In this post we describe how derivatives are defined in higher dimensions, when dealing with multi-input functions. We explore these ideas first with $N=2$ inputs for visualization purposes, generalizing afterwards.

# imports from custom library
import sys
sys.path.append('../../')
import matplotlib.pyplot as plt
from mlrefined_libraries import basics_library as baslib
from mlrefined_libraries import calculus_library as callib
import autograd.numpy as np

# this is needed to compensate for %matplotlib notebook's tendancy to blow up images when plotted inline
%matplotlib notebook
from matplotlib import rcParams
rcParams['figure.autolayout'] = True

%load_ext autoreload
%autoreload 2

1. Generalizing the derivative for multi-input functions¶

In this Section we describe how the notion of a derivative for single-input functions is naturally generalized to multi-input functions.

1.1 From tangent line to tangent hyperplane¶

Instead of the derivative representing the slope of a tangent line in the case of a single-input function, the derivative of a multi-input function represents the set of slopes that define a tangent hyperplane.

Example 1. Tangent hyperplane¶

This is illustrated in the next Python cell using the following two closely related functions

\begin{array} \ g(w) = 2 + \text{sin}(w)\\ g(w_1,w_2) = 2 + \text{sin}(w_1 + w_2) \end{array}

In particular we draw each function over a small portion of its input around the origin, with the single-input function on the left and multi-input function on the right. We also draw the tangent line / hyperplane - generated by the derivative there - on top of each function at the origin.

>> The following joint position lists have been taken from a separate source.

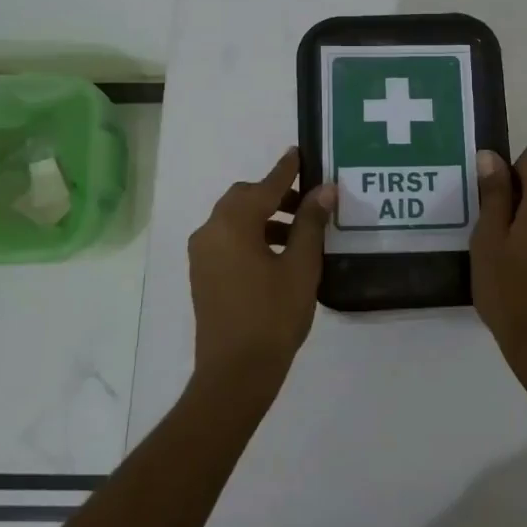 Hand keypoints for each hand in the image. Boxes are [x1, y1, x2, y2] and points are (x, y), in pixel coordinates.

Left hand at [188, 147, 334, 396]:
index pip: (265, 185)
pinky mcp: (203, 274)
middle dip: (275, 195)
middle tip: (308, 203)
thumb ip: (310, 223)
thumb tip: (324, 190)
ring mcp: (202, 254)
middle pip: (244, 199)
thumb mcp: (300, 266)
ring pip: (235, 220)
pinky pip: (228, 240)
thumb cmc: (273, 315)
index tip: (301, 153)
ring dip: (265, 217)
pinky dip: (251, 235)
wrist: (235, 373)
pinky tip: (278, 254)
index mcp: (233, 224)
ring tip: (299, 232)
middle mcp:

# plot a single input quadratic in both two and three dimensions
func1 = lambda w: 2 + np.sin(w) 
func2 = lambda w: 2 + np.sin(w[0] + w[1]) 

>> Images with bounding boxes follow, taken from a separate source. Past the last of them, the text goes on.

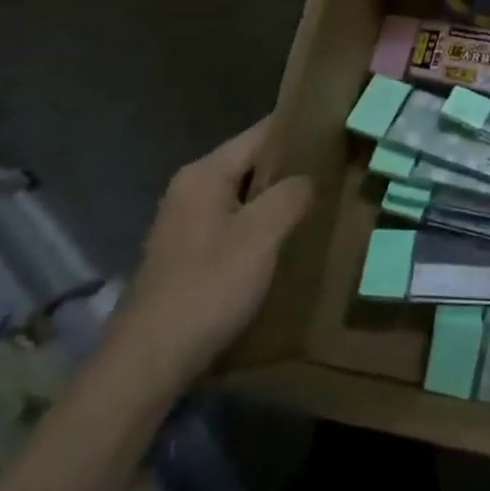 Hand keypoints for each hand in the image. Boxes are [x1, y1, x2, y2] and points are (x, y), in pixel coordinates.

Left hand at [110, 119, 313, 393]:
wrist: (150, 360)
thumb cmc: (209, 287)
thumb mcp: (261, 235)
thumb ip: (290, 195)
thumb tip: (308, 178)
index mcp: (205, 174)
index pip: (260, 133)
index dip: (298, 130)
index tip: (337, 131)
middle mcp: (190, 189)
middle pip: (251, 164)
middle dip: (292, 168)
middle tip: (340, 170)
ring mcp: (185, 224)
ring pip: (244, 197)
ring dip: (278, 200)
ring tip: (322, 203)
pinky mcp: (187, 256)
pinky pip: (234, 225)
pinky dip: (261, 226)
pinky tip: (287, 242)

# use custom plotter to show both functions
callib.derivative_ascent_visualizer.compare_2d3d(func1 = func1,func2 = func2)

Here we can see that the derivative for the multi-input function on the right naturally describes not just a line, but a tangent hyperplane. This is true in general. How do we define the derivative of a multi-input function / the tangent hyperplane it generates?

1.2 Derivatives: from secants to tangents¶

In post 2 of this series we saw how the derivative of a single input function $g(w)$ at a point $w^0$ was approximately the slope

\begin{equation} \frac{\mathrm{d}}{\mathrm{d}w}g(w^0) \approx \frac{g(w^0 + \epsilon) - g(w^0)}{\epsilon} \end{equation}

of the secant line passing through the point $(w^0,\,\,g(w^0))$ and a neighboring point $(w^0 + \epsilon, \,\, g(w^0 + \epsilon))$, and letting $|\epsilon|$ shrink to zero this approximation becomes an equality, and the derivative is precisely the slope of the tangent line at $w^0$.

Example 2. Single input secant experiment¶

In the next Python cell we repeat an experiment illustrating this point from an earlier post. Here we plot the function $g(w) = \text{sin}(w)$ over a short window of its input. We then fix $w^0 = 0$, take a point nearby that can be controlled via the slider mechanism, and connect the two via a secant line. When the neighborhood point is close enough to $0$ the secant line becomes tangent, and turns from red to green.

# what function should we play with?  Defined in the next line, along with our fixed point where we show tangency.
g = lambda w: np.sin(w)

# create an instance of the visualizer with this function
st = callib.secant_to_tangent.visualizer(g = g)

# run the visualizer for our chosen input function and initial point
st.draw_it(w_init = 0, num_frames = 200)

With $N$ inputs we have precisely the same situation - only we can compute a derivative along each input axis, and all such derivatives at every point of the input space.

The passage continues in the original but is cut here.